The authors applied a correlation-based metric, ‘differential stability’ (DS), to assess reproducibility of gene expression patterning across individual brains, revealing mesoscale genetic organization. The highest DS genes were enriched for brain-related biological annotations, disease associations and drug targets, and their anatomical expression pattern correlated with resting state functional connectivity.
The authors performed a comprehensive proteome analysis of the adult mouse brain, its major regions and CNS cell types at a depth of >13,000 proteins. This new resource represents the largest collection of cell type–resolved protein expression data of the brain. The power of the data set was illustrated by identifying novel adhesion molecules in glia and neuron interaction.

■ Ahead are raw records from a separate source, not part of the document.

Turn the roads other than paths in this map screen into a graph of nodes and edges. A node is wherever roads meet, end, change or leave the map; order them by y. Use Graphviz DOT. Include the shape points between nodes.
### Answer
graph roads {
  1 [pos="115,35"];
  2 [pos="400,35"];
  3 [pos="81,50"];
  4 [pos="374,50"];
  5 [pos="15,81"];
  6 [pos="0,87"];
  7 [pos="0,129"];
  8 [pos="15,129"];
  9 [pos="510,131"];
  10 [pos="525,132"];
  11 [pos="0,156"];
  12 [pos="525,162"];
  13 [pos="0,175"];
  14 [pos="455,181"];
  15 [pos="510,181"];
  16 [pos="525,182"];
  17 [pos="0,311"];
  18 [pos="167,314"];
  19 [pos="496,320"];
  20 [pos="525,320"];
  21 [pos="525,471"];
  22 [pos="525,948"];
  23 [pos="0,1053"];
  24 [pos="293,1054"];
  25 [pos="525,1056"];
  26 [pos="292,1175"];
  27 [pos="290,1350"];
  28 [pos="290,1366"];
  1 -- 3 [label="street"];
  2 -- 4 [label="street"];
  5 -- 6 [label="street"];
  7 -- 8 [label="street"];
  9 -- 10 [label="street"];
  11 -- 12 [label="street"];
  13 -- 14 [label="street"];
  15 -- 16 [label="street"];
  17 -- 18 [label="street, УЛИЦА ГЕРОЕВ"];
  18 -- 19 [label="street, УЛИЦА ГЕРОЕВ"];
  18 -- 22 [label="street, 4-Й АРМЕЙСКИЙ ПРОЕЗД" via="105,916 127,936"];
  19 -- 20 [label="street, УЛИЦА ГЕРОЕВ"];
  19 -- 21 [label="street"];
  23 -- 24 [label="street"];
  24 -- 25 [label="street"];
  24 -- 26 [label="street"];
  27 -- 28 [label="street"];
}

The authors used trans-synaptic tracing to examine and compare circuit anatomy in mouse barrel and medial prefrontal cortex, revealing novel organizational features and contrasts between the two areas. Notably, medial prefrontal layer 5 neurons receive more long-distance inputs and more local inhibitory inputs than layer 5 neurons in barrel cortex.
To elucidate novel molecular mechanisms underlying neurodegeneration in Parkinson's disease, the authors generated mice for cell type-specific profiling of dopaminergic neurons. Regulatory network analysis of translatome libraries from dopaminergic neurons under degenerative stress facilitated the identification of intrinsic upstream regulators that oppose degeneration. This strategy can be generalized to investigate degeneration of other classes of neurons.
Evidence suggests that aberrant RNA processing contributes to amyotrophic lateral sclerosis (ALS). Using RNA sequencing, Prudencio et al. assessed the extent of transcriptome defects in C9orf72-associated (c9ALS) and sporadic ALS (sALS) brains. They report extensive defects in expression, alternative splicing and alternative polyadenylation that are significantly distinct between individuals with c9ALS and sALS.
Abnormal post-translational modifications of tau may contribute to Alzheimer's disease, but normal tau modifications are poorly understood. Using advanced mass spectrometry, a great variety of modifications were identified on endogenous mouse tau. Tau appears to be highly regulated and may fulfill diverse functions, most of which remain to be defined.
Identifying enhancers regions has been primarily focused on model organisms and human transformed cell lines. This study characterizes enhancer RNA (eRNA) expression in the human brain by identifying brain region–specific eRNAs and assessing eRNA-gene coexpression interactions. The authors further demonstrate an enrichment of brain eRNAs for autism-associated genetic variants.
The authors discovered that circular RNAs are significantly enriched in the mouse brain and can be visualized in situ, near synapses. They observed that many circRNAs change their abundance during synaptogenesis and also following neuronal homeostatic plasticity, suggesting a function for circRNA in regulating synaptic development and plasticity.
Brain transcriptomics is limited by existing annotations of expressed gene products. Here the authors identify differentially expressed regions of the genome across development and aging in the human brain. These transcripts were developmentally conserved across the human and mouse and enriched for genetic variants associated with neurodevelopmental disorders.